Ras-le-bol multiforme

Classiquement, on pourra dire qu’il y avait des contingents venus de toutes les provinces - Flamands, Wallons et Bruxellois mélangés - et de tous les secteurs. Aucune centrale ne manquait à l’appel, certaines ayant simplement fait un peu moins « service minimum » que d’autres. La présence des travailleurs de Ford et d’ArcelorMittal en tête de la manifestation était symbolique de l’importance de ces deux conflits aujourd’hui. Et la plus grande originalité de cette manifestation était le crochet par le Ministère des Finances qui pimentait un peu le traditionnel trajet Gare du Nord – Gare du Midi.

Pour le reste, ce qui frappe l’habitué de longue date des manifestants, c’est d’abord la disparition à peu près complète des anciennes formes de regroupement (des blocs homogènes organisés par province ou par couleur syndicale). Désormais, une manifestation syndicale, c’est un long cortège où une succession de délégations d’entreprises émergent plus ou moins d’une foule de manifestants. Cela a un bon côté : le côte à côte des manifestants en une seule masse, qui n’est plus divisée comme avant par des logiques d’appartenance et de soumission aux appareils.

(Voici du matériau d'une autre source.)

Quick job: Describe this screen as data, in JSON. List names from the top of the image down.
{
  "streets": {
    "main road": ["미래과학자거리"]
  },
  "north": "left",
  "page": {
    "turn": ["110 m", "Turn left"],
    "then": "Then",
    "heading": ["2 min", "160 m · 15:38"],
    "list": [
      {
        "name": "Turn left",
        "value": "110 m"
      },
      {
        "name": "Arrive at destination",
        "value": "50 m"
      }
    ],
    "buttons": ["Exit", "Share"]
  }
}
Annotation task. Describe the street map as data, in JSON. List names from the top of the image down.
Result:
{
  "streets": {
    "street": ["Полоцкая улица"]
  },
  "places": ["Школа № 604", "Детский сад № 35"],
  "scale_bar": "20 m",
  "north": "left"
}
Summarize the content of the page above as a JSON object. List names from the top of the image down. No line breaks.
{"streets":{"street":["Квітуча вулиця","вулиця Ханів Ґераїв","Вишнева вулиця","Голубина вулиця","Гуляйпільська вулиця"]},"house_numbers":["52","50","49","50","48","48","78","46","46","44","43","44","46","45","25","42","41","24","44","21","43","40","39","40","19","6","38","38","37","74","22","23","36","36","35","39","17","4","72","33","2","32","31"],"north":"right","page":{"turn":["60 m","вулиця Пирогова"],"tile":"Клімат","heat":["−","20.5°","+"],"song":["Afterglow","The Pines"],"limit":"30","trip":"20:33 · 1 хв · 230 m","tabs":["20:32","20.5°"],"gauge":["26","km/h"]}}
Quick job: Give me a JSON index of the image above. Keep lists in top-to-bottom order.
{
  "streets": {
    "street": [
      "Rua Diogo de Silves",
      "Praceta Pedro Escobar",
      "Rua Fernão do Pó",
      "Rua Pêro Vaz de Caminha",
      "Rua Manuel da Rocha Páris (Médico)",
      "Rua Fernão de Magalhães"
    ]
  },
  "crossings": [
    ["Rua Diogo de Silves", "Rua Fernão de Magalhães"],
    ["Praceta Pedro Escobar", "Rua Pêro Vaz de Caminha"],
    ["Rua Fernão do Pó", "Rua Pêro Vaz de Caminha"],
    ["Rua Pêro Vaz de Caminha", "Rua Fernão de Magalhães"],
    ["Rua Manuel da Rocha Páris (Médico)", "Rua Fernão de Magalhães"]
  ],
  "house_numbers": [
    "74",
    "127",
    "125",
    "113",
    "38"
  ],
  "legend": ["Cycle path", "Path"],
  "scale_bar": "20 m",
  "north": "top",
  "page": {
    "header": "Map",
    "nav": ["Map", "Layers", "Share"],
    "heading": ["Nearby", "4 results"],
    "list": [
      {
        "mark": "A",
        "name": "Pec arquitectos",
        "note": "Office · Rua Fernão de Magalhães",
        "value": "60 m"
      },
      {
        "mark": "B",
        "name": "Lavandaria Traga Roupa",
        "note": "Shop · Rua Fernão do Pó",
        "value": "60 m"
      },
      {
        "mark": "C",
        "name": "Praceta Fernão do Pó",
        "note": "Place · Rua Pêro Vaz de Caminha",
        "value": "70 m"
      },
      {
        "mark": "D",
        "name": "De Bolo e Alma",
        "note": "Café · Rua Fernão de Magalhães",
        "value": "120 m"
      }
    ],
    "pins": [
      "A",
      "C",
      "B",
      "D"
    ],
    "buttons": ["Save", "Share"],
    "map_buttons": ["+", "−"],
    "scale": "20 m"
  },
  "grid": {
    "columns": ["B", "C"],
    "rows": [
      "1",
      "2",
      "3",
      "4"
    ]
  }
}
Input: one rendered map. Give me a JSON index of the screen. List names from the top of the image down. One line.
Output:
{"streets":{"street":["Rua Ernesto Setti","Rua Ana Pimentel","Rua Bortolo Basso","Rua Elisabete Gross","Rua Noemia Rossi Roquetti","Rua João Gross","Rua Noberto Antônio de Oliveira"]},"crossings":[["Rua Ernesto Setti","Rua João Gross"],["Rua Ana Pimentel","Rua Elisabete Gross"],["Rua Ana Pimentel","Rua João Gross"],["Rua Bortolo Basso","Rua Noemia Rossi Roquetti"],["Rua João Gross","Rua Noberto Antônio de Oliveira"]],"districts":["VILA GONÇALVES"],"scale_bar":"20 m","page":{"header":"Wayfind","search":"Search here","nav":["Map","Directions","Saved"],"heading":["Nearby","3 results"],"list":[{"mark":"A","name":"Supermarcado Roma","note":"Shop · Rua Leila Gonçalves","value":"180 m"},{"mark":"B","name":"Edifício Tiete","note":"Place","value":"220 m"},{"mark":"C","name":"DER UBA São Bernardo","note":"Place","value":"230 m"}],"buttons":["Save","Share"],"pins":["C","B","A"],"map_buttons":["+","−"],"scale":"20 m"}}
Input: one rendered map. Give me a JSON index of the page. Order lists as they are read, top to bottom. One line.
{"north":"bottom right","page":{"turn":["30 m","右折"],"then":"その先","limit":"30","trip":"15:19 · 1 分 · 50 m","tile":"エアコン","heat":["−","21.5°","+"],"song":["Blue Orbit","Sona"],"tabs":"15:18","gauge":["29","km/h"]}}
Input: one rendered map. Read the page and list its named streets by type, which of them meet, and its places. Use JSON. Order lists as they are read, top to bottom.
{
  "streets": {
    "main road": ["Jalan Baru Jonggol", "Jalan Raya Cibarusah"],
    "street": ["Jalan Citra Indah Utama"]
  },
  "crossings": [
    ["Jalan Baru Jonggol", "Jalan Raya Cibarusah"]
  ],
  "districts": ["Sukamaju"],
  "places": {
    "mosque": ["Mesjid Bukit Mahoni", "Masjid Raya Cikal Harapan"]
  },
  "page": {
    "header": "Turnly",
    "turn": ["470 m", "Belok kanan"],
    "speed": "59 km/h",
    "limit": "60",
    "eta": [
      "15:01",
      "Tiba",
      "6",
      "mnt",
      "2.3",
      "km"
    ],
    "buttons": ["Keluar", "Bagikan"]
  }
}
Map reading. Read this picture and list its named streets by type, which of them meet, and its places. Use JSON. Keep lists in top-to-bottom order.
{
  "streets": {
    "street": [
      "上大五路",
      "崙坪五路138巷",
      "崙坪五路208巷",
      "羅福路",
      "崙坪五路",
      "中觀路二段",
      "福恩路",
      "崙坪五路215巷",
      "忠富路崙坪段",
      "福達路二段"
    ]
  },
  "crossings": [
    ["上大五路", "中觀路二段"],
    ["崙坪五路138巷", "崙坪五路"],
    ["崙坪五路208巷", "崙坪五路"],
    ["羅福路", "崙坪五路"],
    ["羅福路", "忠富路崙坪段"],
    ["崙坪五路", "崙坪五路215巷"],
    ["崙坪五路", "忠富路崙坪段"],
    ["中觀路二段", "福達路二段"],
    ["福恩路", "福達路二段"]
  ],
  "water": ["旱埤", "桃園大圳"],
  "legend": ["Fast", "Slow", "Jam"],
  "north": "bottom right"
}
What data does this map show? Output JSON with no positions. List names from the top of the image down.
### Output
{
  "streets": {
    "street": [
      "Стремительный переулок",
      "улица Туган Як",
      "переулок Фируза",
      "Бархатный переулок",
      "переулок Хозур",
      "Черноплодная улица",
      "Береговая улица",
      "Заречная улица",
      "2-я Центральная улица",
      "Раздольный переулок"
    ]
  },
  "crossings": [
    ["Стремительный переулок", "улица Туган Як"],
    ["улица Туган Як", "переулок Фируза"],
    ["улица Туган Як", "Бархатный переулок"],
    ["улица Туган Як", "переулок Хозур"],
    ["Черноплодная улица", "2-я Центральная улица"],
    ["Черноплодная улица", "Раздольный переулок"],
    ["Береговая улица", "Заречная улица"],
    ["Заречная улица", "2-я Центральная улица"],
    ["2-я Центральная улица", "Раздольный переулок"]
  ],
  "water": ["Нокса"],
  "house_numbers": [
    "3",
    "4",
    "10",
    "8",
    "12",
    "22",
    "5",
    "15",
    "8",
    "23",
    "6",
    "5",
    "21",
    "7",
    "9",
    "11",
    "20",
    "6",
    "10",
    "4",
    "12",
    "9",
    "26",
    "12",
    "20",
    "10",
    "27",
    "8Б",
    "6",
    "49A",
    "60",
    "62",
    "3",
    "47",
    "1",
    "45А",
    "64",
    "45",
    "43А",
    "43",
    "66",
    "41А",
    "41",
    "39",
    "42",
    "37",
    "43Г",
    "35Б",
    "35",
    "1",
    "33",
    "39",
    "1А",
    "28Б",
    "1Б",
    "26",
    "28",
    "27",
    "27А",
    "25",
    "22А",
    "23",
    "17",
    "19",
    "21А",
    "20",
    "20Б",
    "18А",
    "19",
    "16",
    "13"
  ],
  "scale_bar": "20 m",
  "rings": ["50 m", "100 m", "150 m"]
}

Malheureusement, cette masse est de plus en plus une « masse d’individus », sans nouvelles colonnes vertébrales et sans présence visible de regroupements larges plus combatifs. Bref, les manifestations syndicales ressemblent de plus en plus à des manifestations « citoyennes », à l’image d’un monde du travail de plus en plus éclaté.

Une autre chose qui frappe, c’est l’évidence qui ressort ce que disaient les banderoles des entreprises et les pancartes « faites maison » : un ras-de-bol massif et multiforme des mesures d’austérité qui s’accumulent où qu’on tourne la tête : blocage des salaires, pertes d’emploi, cadeaux au patronat, fiscalité injuste, flexibilité accrue, conditions de travail qui se dégradent,… Rarement les motifs de mécontentement ont été aussi nombreux et réunis dans une même manif. Mais celle-ci n’en est pas devenue plus combative pour la cause : ces pancartes et calicots étaient relativement rares, il y avait fort peu de slogans, un peu d’agitation autour de quelques fanfares et camions-sono… le moyen de protestation le plus sonore restant le détestable pétard lancé vers les trottoirs… ou les pieds des autres manifestants.

Démonstration de force ?

Il faut la douce inconscience ou le franc cynisme (barrer la mention inutile, ce n’est pas trop compliqué) des directions syndicales pour y voir une démonstration de force. Et d’abord, comment apprécier ce nombre de manifestants ? Les sommets syndicaux avaient annoncé – sans rire - qu’il y aurait 20.000 personnes… sachant parfaitement bien que ce nombre serait tout de même facilement dépassé. Une façon commode de pouvoir crier ensuite au « triomphe » en dépassant un objectif de départ aussi limité. Mais il s’agit surtout d’une pure technique de communication qui ne sert en rien la mobilisation : pour bon nombre de personnes, entendre dire qu’une manif organisée par les trois syndicats du pays ne va rassembler que 20.000, face à tels enjeux, cela ne donne pas spécialement envie d’y participer.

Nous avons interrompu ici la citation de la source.